● Task description
Copy each line of the records below that has "other" in it.

(Material provided begins)

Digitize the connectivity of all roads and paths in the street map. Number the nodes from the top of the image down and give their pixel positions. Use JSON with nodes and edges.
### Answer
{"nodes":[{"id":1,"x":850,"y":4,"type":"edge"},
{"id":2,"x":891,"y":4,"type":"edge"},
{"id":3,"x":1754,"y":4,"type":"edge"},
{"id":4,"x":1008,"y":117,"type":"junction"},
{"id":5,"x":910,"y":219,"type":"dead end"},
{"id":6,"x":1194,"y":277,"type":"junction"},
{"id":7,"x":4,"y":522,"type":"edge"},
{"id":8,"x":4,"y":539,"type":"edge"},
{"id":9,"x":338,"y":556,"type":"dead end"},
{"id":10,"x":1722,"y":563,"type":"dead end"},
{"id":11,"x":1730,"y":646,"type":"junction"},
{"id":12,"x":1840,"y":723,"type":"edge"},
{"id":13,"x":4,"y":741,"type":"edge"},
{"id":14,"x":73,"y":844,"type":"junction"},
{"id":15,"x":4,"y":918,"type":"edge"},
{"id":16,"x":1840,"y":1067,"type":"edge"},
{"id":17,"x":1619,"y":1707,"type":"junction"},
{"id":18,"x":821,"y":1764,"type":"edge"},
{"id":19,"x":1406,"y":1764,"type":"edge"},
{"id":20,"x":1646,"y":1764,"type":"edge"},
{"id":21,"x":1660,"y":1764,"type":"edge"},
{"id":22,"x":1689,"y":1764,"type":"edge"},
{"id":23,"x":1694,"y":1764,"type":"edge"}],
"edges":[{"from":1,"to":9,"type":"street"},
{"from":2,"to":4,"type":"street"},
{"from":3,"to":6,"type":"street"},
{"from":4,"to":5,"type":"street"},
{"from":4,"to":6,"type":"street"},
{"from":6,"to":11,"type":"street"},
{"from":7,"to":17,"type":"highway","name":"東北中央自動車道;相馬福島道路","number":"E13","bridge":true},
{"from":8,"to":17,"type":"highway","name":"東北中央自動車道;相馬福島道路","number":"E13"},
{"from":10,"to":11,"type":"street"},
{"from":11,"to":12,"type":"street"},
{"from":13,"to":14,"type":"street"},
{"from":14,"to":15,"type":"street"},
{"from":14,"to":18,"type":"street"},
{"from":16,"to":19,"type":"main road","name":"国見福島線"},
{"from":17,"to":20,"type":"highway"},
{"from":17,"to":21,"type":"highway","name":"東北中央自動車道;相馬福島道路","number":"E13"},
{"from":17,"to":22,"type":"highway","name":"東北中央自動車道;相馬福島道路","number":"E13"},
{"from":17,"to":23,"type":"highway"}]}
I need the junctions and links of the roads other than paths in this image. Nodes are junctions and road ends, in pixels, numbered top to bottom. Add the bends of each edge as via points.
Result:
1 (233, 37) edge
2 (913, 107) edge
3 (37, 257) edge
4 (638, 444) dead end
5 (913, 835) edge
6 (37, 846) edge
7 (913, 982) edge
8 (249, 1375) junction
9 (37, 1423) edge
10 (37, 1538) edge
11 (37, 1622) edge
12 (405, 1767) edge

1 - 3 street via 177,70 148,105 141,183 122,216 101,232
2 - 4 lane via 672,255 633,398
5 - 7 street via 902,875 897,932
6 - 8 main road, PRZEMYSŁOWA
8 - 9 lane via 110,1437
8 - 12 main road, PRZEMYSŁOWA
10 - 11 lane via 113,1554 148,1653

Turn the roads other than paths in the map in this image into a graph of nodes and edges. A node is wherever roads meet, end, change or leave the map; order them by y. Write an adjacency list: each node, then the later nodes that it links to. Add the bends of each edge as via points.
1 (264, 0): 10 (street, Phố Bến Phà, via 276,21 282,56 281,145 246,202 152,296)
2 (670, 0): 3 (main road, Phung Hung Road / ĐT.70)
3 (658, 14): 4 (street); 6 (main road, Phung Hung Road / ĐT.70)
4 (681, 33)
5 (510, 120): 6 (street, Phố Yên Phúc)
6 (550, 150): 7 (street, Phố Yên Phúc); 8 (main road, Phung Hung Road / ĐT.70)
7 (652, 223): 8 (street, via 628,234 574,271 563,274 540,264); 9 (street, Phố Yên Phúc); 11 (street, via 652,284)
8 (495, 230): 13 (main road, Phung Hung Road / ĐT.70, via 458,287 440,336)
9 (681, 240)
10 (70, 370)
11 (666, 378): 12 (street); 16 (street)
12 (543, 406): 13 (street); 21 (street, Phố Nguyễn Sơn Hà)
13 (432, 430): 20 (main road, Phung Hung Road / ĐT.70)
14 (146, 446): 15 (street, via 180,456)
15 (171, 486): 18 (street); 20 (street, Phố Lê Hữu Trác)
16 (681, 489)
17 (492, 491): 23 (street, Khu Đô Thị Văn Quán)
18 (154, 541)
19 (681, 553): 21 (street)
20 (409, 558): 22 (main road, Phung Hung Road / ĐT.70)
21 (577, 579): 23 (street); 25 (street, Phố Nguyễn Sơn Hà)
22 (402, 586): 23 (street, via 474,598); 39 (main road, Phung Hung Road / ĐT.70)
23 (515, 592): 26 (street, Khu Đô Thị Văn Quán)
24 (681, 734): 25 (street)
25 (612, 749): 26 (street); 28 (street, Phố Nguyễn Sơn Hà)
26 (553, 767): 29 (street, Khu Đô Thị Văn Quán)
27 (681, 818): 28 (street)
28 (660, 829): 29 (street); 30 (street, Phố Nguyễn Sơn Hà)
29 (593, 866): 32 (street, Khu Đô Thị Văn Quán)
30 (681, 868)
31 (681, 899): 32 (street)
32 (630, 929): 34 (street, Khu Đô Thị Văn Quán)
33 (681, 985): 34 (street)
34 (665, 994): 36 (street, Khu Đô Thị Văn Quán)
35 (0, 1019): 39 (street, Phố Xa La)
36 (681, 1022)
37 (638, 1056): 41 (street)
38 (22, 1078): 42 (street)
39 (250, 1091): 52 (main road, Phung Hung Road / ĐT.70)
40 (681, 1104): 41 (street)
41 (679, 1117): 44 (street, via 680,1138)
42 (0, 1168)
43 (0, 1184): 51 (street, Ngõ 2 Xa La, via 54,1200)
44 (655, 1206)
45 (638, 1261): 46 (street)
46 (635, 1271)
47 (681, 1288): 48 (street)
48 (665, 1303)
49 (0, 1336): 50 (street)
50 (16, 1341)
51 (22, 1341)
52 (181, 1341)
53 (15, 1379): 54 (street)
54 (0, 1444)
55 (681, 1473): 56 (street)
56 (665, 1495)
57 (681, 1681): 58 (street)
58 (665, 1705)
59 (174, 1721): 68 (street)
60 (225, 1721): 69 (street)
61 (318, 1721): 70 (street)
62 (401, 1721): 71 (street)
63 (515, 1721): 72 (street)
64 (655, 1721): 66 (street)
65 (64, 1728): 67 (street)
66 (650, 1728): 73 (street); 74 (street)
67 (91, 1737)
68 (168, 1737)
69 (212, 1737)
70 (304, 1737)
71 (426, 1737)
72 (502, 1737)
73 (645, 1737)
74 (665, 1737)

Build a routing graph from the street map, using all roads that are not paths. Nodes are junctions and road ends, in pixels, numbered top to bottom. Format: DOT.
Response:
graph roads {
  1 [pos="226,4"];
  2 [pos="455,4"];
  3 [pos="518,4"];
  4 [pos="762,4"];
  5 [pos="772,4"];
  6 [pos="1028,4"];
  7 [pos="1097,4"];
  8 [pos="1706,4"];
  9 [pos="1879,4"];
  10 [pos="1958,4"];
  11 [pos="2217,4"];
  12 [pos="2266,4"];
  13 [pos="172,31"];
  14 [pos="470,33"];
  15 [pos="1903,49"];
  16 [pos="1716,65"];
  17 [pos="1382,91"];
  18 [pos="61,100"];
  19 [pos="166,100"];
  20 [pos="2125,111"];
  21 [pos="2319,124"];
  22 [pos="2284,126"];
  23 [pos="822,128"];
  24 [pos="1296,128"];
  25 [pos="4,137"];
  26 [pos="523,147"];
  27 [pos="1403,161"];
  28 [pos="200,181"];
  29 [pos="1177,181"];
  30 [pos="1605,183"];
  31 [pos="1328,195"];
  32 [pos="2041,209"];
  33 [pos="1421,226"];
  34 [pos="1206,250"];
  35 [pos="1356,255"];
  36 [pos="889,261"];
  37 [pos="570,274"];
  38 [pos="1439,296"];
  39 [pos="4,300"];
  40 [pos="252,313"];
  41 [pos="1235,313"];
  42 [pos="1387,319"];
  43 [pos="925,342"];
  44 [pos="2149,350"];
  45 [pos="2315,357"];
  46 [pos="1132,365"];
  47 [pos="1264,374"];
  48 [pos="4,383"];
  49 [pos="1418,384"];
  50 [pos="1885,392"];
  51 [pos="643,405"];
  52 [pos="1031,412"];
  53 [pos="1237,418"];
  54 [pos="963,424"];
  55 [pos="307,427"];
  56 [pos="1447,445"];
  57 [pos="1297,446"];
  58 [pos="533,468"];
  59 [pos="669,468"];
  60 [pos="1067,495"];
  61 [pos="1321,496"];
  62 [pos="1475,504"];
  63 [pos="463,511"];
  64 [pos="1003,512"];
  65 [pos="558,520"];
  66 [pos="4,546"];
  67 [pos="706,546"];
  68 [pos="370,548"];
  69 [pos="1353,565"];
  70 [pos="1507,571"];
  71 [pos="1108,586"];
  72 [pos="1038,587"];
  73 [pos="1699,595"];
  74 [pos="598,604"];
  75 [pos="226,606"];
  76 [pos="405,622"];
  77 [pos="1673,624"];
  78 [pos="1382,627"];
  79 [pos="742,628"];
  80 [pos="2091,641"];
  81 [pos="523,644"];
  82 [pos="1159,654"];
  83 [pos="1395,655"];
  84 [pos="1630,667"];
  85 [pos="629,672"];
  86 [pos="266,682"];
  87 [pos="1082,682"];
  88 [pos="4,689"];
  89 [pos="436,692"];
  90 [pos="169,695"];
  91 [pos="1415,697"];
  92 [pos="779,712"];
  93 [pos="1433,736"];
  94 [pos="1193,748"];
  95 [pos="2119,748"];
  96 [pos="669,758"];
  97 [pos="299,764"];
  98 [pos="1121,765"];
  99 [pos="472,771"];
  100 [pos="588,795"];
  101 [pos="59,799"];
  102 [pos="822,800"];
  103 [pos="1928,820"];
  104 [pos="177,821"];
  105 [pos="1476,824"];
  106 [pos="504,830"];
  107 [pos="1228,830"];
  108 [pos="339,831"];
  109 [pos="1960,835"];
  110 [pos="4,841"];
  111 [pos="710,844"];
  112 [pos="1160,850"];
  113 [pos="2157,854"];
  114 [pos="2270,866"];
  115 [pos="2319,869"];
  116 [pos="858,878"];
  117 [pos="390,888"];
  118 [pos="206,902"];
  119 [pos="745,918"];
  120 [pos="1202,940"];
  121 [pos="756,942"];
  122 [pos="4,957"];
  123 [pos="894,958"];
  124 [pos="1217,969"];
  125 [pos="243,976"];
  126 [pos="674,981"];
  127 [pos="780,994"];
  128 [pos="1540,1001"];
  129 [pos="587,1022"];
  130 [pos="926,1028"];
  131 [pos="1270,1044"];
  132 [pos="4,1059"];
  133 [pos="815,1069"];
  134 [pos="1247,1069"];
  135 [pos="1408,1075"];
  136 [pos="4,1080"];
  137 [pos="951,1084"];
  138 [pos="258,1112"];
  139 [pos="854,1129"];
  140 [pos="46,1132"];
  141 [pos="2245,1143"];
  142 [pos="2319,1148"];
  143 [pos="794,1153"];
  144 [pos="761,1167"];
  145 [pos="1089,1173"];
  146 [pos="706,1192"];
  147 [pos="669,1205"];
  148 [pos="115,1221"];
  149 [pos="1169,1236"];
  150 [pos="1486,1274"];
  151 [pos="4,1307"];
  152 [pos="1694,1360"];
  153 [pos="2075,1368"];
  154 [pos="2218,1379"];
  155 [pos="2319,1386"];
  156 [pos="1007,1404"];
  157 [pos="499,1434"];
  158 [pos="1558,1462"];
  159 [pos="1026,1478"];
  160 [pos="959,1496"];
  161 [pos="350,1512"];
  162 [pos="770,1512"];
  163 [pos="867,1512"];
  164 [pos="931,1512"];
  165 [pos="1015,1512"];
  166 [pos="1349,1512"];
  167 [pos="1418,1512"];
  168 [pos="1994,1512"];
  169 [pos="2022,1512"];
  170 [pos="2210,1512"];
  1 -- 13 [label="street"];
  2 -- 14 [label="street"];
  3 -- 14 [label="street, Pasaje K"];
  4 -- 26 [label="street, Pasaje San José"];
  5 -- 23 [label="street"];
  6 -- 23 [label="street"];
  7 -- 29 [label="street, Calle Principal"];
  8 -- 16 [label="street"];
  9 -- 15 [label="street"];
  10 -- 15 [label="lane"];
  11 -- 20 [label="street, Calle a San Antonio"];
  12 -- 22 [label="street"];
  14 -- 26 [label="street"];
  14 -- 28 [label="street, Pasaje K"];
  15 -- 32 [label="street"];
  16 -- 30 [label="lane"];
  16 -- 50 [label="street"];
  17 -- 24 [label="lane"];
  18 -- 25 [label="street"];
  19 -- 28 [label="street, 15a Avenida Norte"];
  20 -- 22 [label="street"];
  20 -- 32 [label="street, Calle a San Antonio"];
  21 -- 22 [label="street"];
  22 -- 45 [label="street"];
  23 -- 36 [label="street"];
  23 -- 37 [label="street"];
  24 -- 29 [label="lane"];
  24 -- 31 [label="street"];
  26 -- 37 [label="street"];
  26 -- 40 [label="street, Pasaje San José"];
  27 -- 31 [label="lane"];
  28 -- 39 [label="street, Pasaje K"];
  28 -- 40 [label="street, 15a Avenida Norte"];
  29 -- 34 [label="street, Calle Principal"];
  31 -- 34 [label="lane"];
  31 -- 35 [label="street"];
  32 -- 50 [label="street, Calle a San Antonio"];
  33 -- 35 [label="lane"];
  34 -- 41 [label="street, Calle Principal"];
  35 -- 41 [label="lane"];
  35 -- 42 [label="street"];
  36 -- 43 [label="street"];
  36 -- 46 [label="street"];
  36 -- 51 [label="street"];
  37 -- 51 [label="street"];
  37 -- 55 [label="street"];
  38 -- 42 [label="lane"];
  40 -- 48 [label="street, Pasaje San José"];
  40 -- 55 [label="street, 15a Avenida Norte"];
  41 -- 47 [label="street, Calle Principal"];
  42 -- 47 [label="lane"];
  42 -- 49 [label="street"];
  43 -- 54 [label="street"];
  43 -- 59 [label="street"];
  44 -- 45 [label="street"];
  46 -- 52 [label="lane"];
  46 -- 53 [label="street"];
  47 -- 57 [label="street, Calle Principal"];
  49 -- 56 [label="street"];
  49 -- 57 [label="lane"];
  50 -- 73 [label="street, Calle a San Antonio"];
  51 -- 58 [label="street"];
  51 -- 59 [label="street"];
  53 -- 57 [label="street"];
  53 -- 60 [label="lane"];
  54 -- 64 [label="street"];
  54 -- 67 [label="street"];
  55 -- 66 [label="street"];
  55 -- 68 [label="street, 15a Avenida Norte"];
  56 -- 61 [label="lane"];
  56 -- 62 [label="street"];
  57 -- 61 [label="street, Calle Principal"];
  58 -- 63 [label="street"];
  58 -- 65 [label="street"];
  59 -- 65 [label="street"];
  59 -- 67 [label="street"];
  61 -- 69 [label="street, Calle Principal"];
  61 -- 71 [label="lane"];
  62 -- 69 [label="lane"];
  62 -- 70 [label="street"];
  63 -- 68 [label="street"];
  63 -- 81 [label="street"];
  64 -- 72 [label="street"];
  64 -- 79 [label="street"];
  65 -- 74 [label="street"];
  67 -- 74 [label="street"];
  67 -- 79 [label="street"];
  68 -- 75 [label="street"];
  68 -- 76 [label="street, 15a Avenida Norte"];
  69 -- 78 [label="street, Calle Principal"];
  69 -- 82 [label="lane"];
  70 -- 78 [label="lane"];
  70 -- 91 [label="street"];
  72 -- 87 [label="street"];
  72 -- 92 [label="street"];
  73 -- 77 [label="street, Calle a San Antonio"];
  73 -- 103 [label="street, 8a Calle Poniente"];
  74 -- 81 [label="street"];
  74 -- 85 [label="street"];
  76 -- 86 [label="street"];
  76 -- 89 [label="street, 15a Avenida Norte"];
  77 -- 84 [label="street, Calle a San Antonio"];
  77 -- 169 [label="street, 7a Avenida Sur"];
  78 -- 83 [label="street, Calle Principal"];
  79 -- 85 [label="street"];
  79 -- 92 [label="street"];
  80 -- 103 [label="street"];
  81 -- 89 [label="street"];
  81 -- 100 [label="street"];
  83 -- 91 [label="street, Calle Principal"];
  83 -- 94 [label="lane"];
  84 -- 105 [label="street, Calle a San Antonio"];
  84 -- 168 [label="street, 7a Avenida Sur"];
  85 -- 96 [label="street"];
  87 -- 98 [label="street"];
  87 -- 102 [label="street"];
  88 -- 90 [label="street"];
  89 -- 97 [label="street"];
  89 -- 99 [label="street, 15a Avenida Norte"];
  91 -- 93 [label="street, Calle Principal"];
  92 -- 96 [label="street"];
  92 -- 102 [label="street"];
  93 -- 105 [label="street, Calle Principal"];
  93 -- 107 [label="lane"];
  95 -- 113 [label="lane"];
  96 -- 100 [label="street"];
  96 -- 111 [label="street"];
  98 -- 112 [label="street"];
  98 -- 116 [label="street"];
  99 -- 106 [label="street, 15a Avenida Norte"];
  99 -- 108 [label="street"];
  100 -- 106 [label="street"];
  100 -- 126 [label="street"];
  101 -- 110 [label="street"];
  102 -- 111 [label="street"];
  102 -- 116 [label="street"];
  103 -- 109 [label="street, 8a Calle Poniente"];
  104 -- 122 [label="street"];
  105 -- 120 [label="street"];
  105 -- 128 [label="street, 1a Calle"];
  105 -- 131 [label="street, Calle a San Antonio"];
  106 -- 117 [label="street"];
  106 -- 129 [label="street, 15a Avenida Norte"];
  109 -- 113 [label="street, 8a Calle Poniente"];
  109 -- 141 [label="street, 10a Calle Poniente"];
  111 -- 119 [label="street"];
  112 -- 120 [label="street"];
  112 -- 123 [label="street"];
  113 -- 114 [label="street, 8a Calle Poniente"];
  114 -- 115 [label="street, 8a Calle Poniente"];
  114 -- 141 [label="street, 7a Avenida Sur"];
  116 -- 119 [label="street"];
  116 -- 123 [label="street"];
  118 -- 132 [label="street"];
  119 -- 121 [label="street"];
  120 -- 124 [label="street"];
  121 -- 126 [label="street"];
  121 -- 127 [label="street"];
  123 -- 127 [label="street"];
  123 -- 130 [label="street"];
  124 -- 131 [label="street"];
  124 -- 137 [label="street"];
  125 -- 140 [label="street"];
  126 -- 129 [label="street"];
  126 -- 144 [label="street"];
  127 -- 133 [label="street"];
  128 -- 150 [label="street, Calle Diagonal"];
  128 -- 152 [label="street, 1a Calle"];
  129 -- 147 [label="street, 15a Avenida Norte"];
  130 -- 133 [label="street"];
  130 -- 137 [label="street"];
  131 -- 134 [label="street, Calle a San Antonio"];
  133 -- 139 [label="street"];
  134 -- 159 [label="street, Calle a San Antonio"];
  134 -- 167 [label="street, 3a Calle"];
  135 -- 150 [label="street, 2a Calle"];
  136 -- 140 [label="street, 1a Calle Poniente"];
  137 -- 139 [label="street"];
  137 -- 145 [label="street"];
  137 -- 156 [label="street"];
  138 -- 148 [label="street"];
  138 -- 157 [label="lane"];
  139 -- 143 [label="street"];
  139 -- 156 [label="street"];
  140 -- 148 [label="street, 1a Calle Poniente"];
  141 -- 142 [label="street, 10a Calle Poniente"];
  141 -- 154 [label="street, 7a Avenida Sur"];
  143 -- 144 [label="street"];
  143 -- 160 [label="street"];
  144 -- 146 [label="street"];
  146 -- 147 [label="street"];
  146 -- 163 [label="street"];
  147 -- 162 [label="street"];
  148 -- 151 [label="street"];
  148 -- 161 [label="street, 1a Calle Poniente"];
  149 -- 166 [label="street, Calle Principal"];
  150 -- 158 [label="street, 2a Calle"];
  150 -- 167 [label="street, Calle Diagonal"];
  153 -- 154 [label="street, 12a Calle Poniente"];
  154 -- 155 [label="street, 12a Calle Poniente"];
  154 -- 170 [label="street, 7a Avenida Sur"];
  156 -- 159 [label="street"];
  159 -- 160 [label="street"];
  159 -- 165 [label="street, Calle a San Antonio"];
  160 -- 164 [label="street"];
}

(Material provided ends)

● Answer space
I need the junctions and links of the roads other than paths in this image. Nodes are junctions and road ends, in pixels, numbered top to bottom. Add the bends of each edge as via points.
Turn the roads other than paths in the map in this image into a graph of nodes and edges. A node is wherever roads meet, end, change or leave the map; order them by y. Write an adjacency list: each node, then the later nodes that it links to. Add the bends of each edge as via points.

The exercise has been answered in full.